■ Work instructions ■
Pull every line with the word "roads" out of the entries below.
··· Excerpted data ···
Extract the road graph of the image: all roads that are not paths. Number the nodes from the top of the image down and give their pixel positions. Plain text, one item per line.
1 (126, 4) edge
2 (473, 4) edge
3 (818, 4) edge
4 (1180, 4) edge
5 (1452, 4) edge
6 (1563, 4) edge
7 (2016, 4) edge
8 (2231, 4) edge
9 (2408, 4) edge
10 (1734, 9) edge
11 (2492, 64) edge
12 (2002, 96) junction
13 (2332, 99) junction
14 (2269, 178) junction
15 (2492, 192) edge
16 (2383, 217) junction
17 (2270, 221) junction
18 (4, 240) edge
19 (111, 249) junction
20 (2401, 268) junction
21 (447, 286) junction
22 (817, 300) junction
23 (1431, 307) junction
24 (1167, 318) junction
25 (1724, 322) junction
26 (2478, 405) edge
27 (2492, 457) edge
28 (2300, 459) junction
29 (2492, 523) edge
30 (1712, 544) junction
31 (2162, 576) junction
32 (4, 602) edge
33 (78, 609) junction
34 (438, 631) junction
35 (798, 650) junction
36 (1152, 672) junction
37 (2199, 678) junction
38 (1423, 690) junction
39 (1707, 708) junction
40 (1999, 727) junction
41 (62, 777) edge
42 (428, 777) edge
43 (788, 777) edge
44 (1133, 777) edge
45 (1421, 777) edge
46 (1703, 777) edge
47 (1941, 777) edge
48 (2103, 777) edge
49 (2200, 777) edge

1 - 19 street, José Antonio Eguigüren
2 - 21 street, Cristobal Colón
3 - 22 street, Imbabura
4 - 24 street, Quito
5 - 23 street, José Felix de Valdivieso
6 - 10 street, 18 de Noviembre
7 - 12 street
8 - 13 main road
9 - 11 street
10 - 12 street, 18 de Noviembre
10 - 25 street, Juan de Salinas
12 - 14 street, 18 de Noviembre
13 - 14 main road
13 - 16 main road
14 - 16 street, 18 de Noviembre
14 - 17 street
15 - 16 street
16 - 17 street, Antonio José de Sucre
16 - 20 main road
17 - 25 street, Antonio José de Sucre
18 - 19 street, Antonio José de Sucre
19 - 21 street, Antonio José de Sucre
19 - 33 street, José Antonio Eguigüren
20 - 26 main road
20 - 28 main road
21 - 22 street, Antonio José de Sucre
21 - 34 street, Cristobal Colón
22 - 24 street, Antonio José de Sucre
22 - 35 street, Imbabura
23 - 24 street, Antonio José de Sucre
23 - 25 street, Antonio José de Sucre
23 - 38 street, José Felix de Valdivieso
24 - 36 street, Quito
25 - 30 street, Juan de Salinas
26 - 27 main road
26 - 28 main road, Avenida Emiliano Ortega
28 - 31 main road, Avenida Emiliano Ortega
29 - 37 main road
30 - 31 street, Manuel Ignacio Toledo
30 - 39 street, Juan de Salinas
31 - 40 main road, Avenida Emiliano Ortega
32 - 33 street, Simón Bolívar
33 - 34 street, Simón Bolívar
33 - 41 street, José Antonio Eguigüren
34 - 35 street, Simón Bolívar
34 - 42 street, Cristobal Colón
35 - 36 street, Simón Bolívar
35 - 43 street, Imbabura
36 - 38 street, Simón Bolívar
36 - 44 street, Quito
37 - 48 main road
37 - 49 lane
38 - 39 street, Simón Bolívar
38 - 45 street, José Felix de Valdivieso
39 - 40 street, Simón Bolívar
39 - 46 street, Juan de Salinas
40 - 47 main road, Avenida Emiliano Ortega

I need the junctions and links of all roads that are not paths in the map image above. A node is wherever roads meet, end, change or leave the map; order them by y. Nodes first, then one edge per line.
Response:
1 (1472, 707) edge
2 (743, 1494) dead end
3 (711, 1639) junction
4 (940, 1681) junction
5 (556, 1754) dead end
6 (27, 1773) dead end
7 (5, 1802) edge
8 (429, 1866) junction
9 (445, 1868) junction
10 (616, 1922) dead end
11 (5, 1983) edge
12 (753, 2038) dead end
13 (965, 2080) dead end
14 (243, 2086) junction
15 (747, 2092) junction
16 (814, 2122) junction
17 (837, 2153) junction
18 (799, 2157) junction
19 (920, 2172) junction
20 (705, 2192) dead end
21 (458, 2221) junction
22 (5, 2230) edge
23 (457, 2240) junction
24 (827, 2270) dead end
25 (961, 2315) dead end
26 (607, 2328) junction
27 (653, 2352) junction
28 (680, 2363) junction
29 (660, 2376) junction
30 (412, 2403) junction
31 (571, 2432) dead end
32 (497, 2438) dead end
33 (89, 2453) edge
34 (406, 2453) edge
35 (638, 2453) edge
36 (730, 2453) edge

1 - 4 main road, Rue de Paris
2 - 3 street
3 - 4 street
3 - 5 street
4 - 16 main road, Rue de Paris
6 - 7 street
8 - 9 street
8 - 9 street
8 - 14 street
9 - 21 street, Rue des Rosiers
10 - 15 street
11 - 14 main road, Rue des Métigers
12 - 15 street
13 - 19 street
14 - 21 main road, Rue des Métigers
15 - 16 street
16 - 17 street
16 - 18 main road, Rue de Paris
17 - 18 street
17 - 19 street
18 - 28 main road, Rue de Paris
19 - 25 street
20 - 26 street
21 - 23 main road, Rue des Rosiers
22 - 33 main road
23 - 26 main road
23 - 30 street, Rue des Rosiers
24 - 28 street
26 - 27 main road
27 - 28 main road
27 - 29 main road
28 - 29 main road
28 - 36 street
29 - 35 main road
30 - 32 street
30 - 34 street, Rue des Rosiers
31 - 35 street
···
■ Written reply ■
Extract the road graph of the image: all roads that are not paths. Number the nodes from the top of the image down and give their pixel positions. Plain text, one item per line.
I need the junctions and links of all roads that are not paths in the map image above. A node is wherever roads meet, end, change or leave the map; order them by y. Nodes first, then one edge per line.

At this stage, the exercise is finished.